Wednesday, January 20, 2010


On balance I have to say the American people usually get it right. Whether voting for a legislator or leader, or tuning in to a television program in large numbers, or even buying a consumer product en masse. Oh, I’ve had my moments of disappointment in Americans, like the time that jury found Orenthal James Simpson not guilty of two murders he obviously committed. Or the time that I witnessed America elect George W. Bush for a second term. But generally we Americans come through.
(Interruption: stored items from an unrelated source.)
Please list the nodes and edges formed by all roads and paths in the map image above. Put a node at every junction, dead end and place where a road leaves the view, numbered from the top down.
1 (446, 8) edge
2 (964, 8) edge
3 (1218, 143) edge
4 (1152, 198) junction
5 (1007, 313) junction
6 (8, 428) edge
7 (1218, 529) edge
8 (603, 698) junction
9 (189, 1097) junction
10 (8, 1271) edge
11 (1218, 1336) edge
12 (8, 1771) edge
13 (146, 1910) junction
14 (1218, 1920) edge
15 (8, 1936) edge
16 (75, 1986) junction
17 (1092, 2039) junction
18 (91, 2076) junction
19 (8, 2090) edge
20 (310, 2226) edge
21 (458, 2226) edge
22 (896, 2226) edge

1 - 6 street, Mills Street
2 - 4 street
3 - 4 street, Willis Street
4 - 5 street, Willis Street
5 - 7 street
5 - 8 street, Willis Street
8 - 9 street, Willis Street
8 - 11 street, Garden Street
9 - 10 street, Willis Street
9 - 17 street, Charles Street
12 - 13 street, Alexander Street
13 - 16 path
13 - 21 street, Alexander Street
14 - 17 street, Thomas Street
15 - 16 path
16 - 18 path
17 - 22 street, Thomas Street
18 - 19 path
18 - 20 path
That is why I’m having such a hard time figuring out the Rush Limbaugh phenomenon. If you think phenomenon is too strong a word, let the numbers tell the story. Limbaugh is currently in the midst of a $400 million, eight-year contract, easily positioning him as the highest paid radio personality in the history of the medium. Nobody has an accurate handle on the size of his audience, but it is rarely estimated lower than 20 million listeners. Let me put that in perspective for you: In September, 2009, Nielsen Media Research put Oprah’s television audience at about seven million viewers daily. Limbaugh is heard three hours a day on more than 600 radio stations. The Armed Forces Radio Network broadcasts his show to military service personnel all over the world. It is highly possible that “Rush Radio” is heard by more human beings than anything else on the radio.

Limbaugh is the embodiment of the vulnerability of the First Amendment. He has twisted, distorted and maligned the most precious freedom we have – expression. His comments about the Haiti tragedy are probably his most heinous to date. So I am left to wonder, why are the American people not getting it right with this guy, when I generally trust that they do? What is it about this man that engenders such loyalty?

In case you’re one of the four Americans who haven’t yet heard Limbaugh’s outrageous post-earthquake comments, listen:

As one who communicates for a living, I support Limbaugh’s inalienable right to say such blatantly mean-spirited and hateful things in a public forum. I support it because if somehow Limbaugh’s right to express himself is limited, then so could my freedom or your freedom be limited. Freedom comes with a high price and in radio right now, the price tag is Limbaugh.

Still, many times when the man speaks, I cringe. Of the American military personnel who tortured prisoners at Abu Ghraib, Limbaugh said if the Americans are punished, “ we're going to ruin people's lives over it and we're going to hamper our military effort, and then we are going to really hammer them because they had a good time. You know, these people are being fired at every day. I'm talking about people having a good time, these people, you ever heard of emotional release? You ever heard of need to blow some steam off?”

In 2006 when actor Michael J. Fox appeared in a campaign ad, visibly exhibiting the shaky symptoms of Parkinson’s disease, Limbaugh said, "He is exaggerating the effects of the disease. He's moving all around and shaking and it's purely an act. . . . This is really shameless of Michael J. Fox. Either he didn't take his medication or he's acting."

Limbaugh’s racist and sexist rants are now legendary. Of the black citizenry of the U.S., he once said, “They’re 12 percent of the population. Who the hell cares?” He labeled President Obama a “halfrican American.” Regarding unskilled laborers, Limbaugh is on record with this: “I'm serious, let the unskilled jobs that take absolutely no knowledge whatsoever to do -- let stupid and unskilled Mexicans do that work.” And, of the women’s movement, Limbaugh offered, "Feminism was established to allow unattractive women easier access to the mainstream.”

I could go on, but you get the picture. If you dismiss Limbaugh as simply an extremist fringe talking head, keep in mind those 20+ million devoted listeners. How many of them are buying into Limbaugh’s bigotry, hatred and negative rants? And how many others are those millions influencing by spreading the Limbaugh ideology? And what does it contribute to a civilized society? Often, Limbaugh is simply fueling the American fire of racism, frustration over unemployment, public disillusionment with government and widespread panic about terrorism. Limbaugh rarely offers reasonable solutions. Recently he told his listeners they should not worry about the cost of health insurance, simply because it costs less than buying a new car. Never mind that many of his listeners have never even owned a new car.

So, back to loyalty: I believe Limbaugh’s followers are loyal because he simply speaks up. Even in a culture that legally protects free speech, many Americans are afraid to voice their views for fear of being categorized, shunned or dismissed as extremists. Rush has no such fear. He has built his fortunes on the misfortunes of others, and he has been increasingly vocal about it for decades. Perhaps his listeners are living vicariously through Limbaugh. Or…more frighteningly, perhaps many of them truly believe what he says.